» **Extracted records**

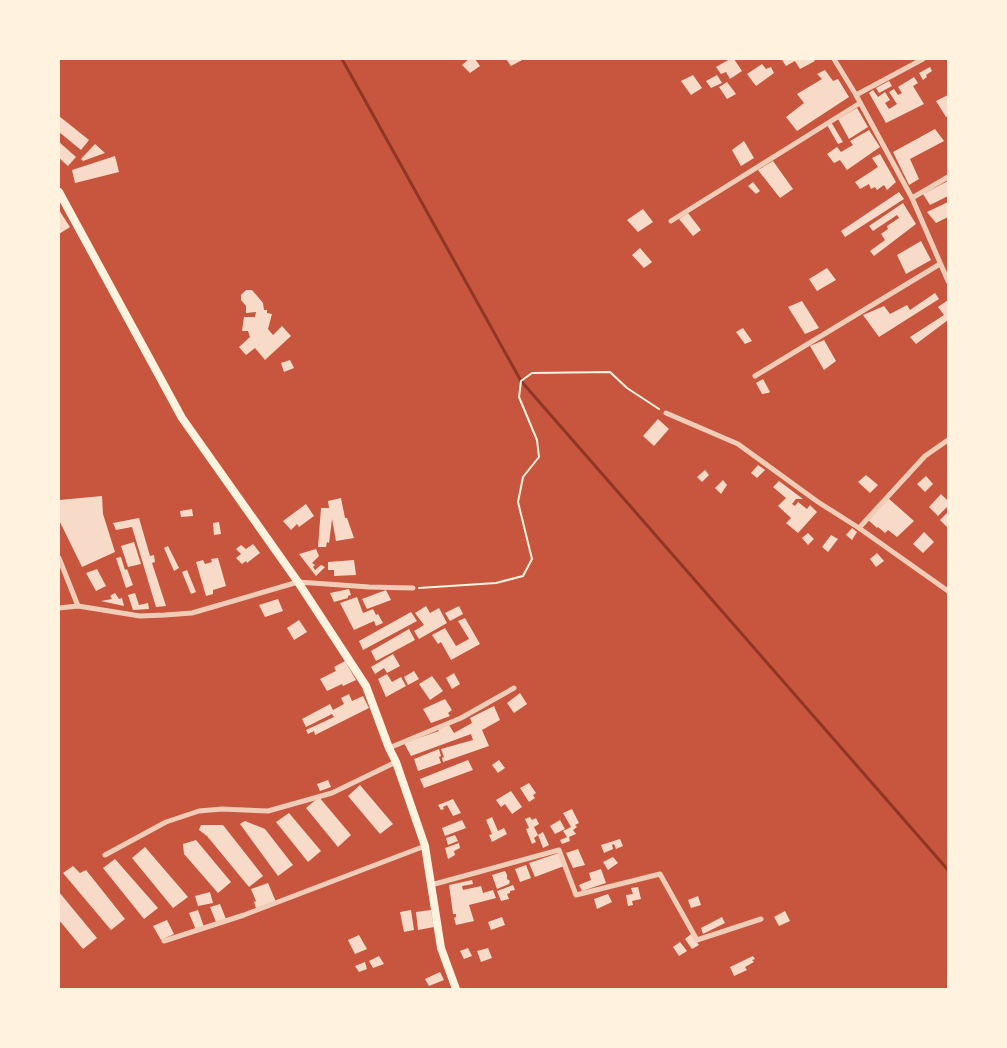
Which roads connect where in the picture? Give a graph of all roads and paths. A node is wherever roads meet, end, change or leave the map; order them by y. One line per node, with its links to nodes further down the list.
1 (834, 59): 3 (street)
2 (923, 59): 3 (street)
3 (856, 95): 4 (street)
4 (860, 103): 7 (street); 8 (street)
5 (948, 177): 7 (street)
6 (59, 192): 16 (main road)
7 (912, 198): 9 (street)
8 (671, 221)
9 (940, 264): 10 (street); 11 (street)
10 (948, 281)
11 (755, 376)
12 (666, 413): 14 (street); 17 (path)
13 (948, 440): 14 (street)
14 (859, 528): 18 (street)
15 (59, 558): 19 (street)
16 (298, 582): 17 (street); 19 (street); 22 (main road)
17 (413, 588)
18 (948, 591)
19 (78, 606): 20 (street)
20 (59, 608)
21 (514, 688): 22 (street)
22 (390, 748): 23 (main road)
23 (396, 762): 24 (main road); 25 (street)
24 (425, 846): 26 (main road); 28 (street)
25 (105, 855)
26 (431, 885): 27 (street); 29 (main road)
27 (761, 919)
28 (164, 941)
29 (456, 989)

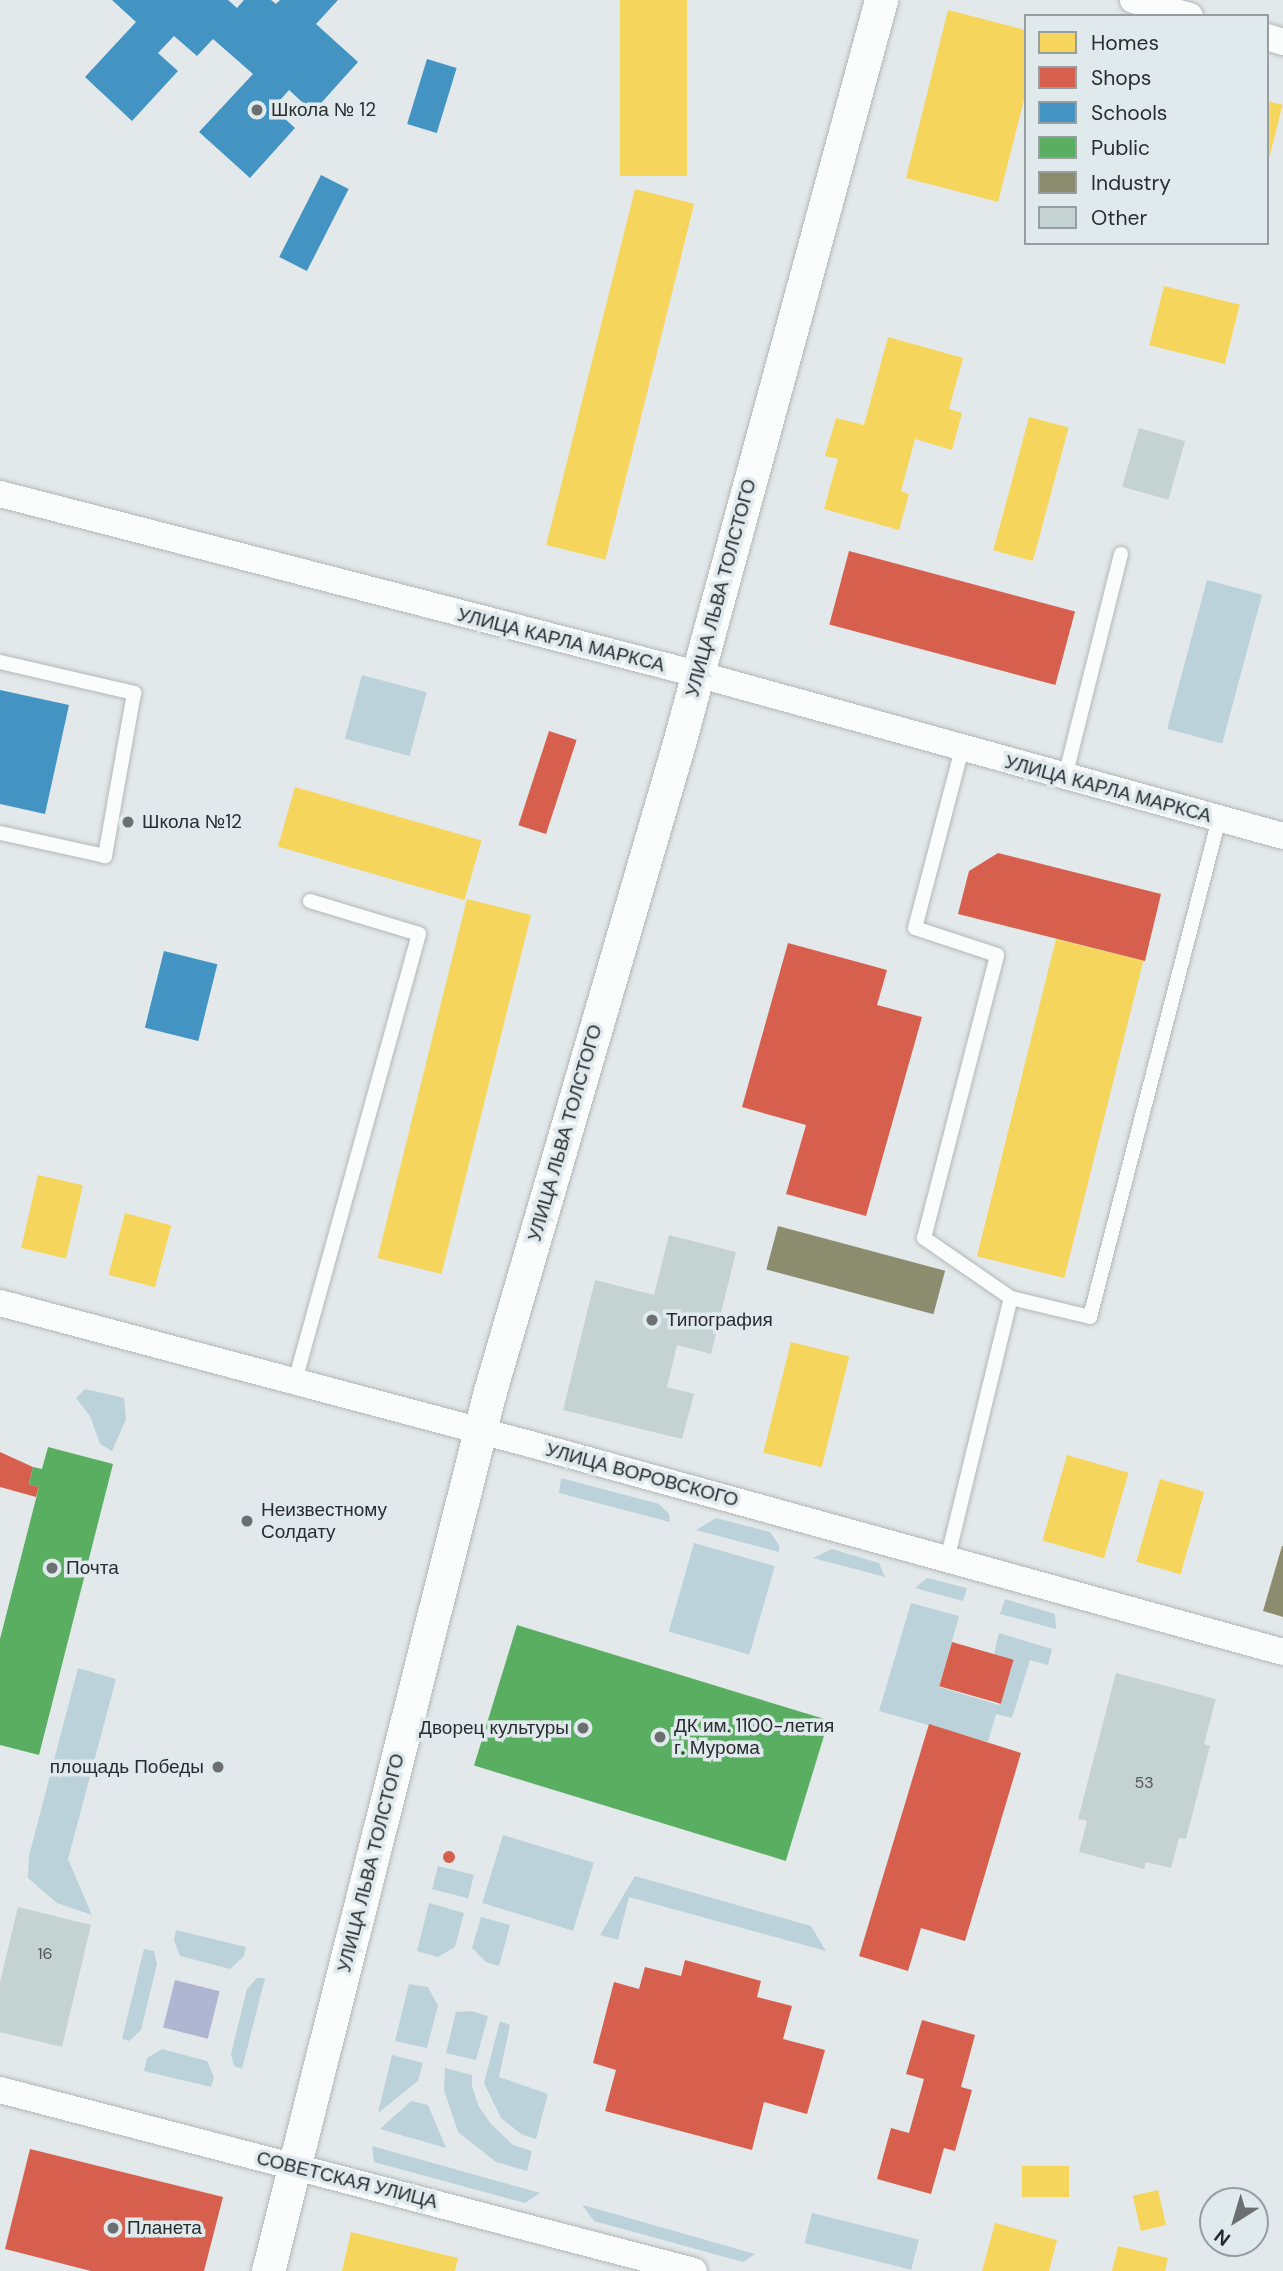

» **Your task**
Would you set down the records above once more, exactly, with the pictures removed?

» **Answer for the task**
Which roads connect where in the picture? Give a graph of all roads and paths. A node is wherever roads meet, end, change or leave the map; order them by y. One line per node, with its links to nodes further down the list.
1 (834, 59): 3 (street)
2 (923, 59): 3 (street)
3 (856, 95): 4 (street)
4 (860, 103): 7 (street); 8 (street)
5 (948, 177): 7 (street)
6 (59, 192): 16 (main road)
7 (912, 198): 9 (street)
8 (671, 221)
9 (940, 264): 10 (street); 11 (street)
10 (948, 281)
11 (755, 376)
12 (666, 413): 14 (street); 17 (path)
13 (948, 440): 14 (street)
14 (859, 528): 18 (street)
15 (59, 558): 19 (street)
16 (298, 582): 17 (street); 19 (street); 22 (main road)
17 (413, 588)
18 (948, 591)
19 (78, 606): 20 (street)
20 (59, 608)
21 (514, 688): 22 (street)
22 (390, 748): 23 (main road)
23 (396, 762): 24 (main road); 25 (street)
24 (425, 846): 26 (main road); 28 (street)
25 (105, 855)
26 (431, 885): 27 (street); 29 (main road)
27 (761, 919)
28 (164, 941)
29 (456, 989)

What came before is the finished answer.